Thomas van Loon (°1994)
es un artista visual neerlandés que vive y trabaja en los Países Bajos. Su práctica se mueve claramente fuera de los límites de la escultura clásica. Aunque su trabajo suele aparecer escultórico, nace de un proceso híbrido en el que se fusionan acciones analógicas, materiales experimentales y técnicas contemporáneas.
En su obra, Van Loon explora la figura humana como portadora de tensión interior, vulnerabilidad y quietud. La figura no funciona como punto de partida anatómico, sino como condensación conceptual y física de estados mentales y corporales. Sus esculturas se sitúan en la frontera entre figuración y abstracción y se caracterizan por una: lenguaje de formas sobrio y concentrado.
Van Loon trabaja con una amplia paleta de materiales y técnicas, entre ellos yeso, textil, madera, sustratos sintéticos, preparación digital y medios mixtos. Las nuevas tecnologías y los procesos de fabricación contemporáneos no se emplean como un fin en sí mismos, sino como medios para dar forma a una presencia frágil y física. Los intervenciones manuales tradicionales se integran sin dificultad con técnicas contemporáneas; la obra está igualmente construida que formada.
La piel de sus esculturas nunca es lisa ni acabada. Lleva huellas de trabajo, fallas, constricciones y superposiciones. Estas intervenciones visibles remiten al tiempo, la memoria y la experiencia corporal. La superficie funciona como portador de historia, en la que el control y la casualidad se alternan.
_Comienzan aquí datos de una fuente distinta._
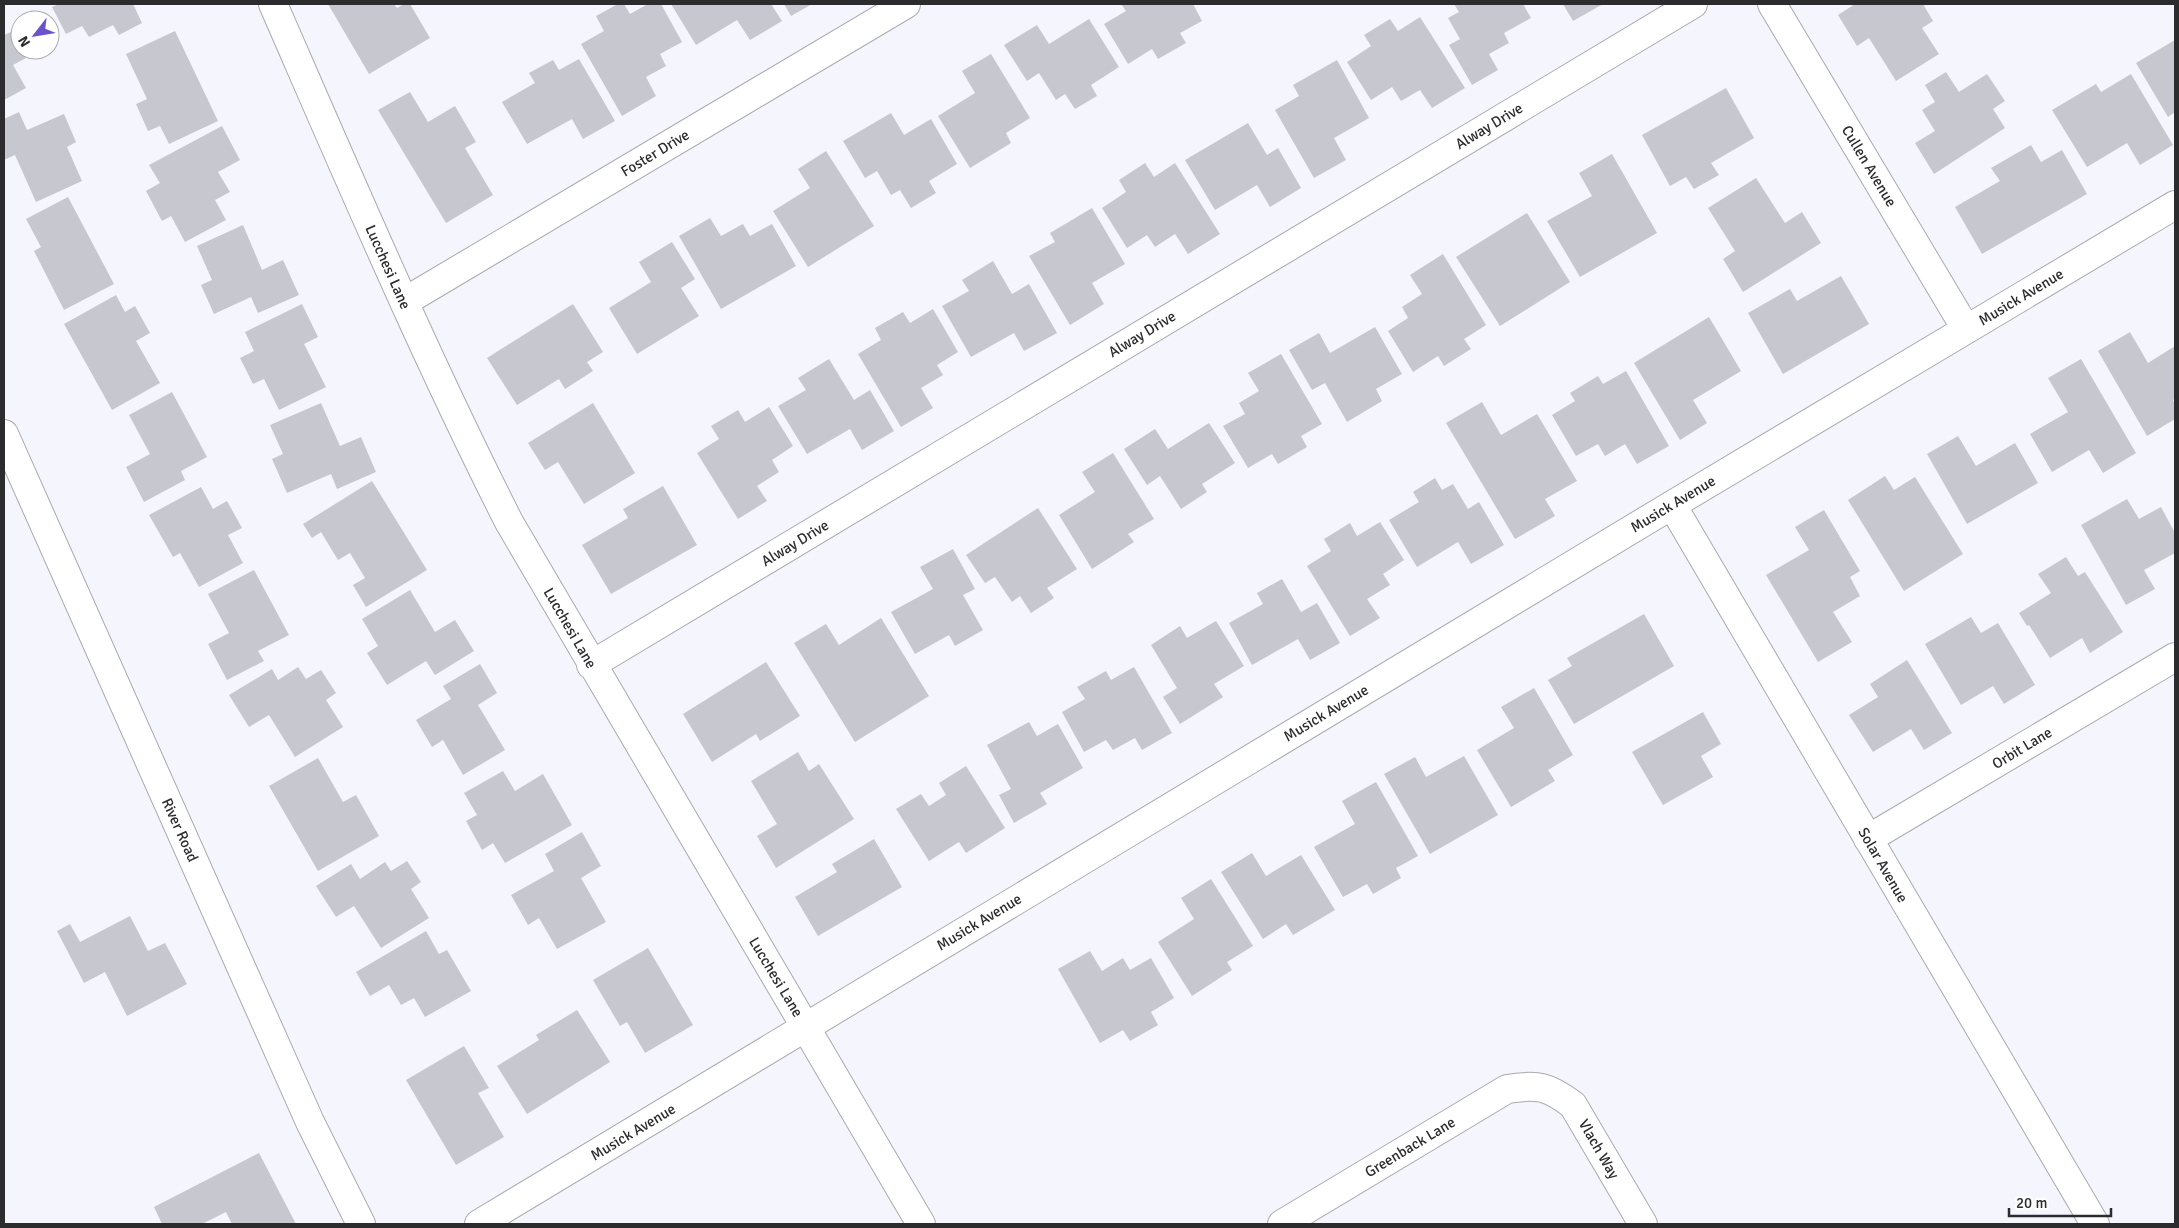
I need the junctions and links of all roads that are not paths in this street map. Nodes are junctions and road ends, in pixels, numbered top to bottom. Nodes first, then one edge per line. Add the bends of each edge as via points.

En el centro de la obra de Van Loon se halla el ser humano como un ser frágil y limitado. Las figuras suelen estar encerradas, envueltas u ocultas parcialmente a su propio cuerpo. Este recubrimiento no es una imagen de violencia, sino una metáfora de limitación interna, silencio e introspección. Su trabajo oscila entre la tensión y la entrega, entre aferrarse y soltar.
La cabeza juega un papel recurrente y a menudo se desarrolla de forma reconocible o concentrada, mientras que el cuerpo se disuelve en volúmenes abstractos, constructiones o estructuras textiles. Esta tensión subraya la brecha entre pensar y sentir, entre identidad y corporeidad, entre control y vulnerabilidad.
Van Loon trabaja despacio y con gran atención. Su taller no es un espacio de producción, sino un lugar de investigación, repetición y reflexión. Las obras surgen a lo largo de un tiempo prolongado mediante un proceso de adición, eliminación y reinterpretación. El azar tiene su espacio, pero se cuestiona y corrige una y otra vez.
Sus esculturas no son narrativas, sino existenciales. Exigen silencio y observación prolongada. En una época de exceso visual, Van Loon elige deliberadamente la restricción, la concentración y la demora. Las obras funcionan no solo como objetos, sino como presencia física en el espacio — casi como cuerpos inmóviles, o testigos mudos.
Desarrollo y reconocimiento
Desde el inicio de su práctica profesional, Thomas van Loon ha recibido cada vez más atención dentro del contexto artístico contemporáneo. Su trabajo es valorado por su coherencia conceptual, sensibilidad material y enfoque actual de la forma escultórica. Los críticos destacan su capacidad para provocar una intensidad física y emocional máxima con medios mínimos.
Thomas van Loon continúa profundizando su práctica en torno a la figura humana y la tensión entre cuerpo, tecnología e experiencia interior. Su obra constituye una voz tranquila pero contundente dentro de las artes visuales contemporáneas — una invitación a la atención, a la conciencia corporal y a la demora.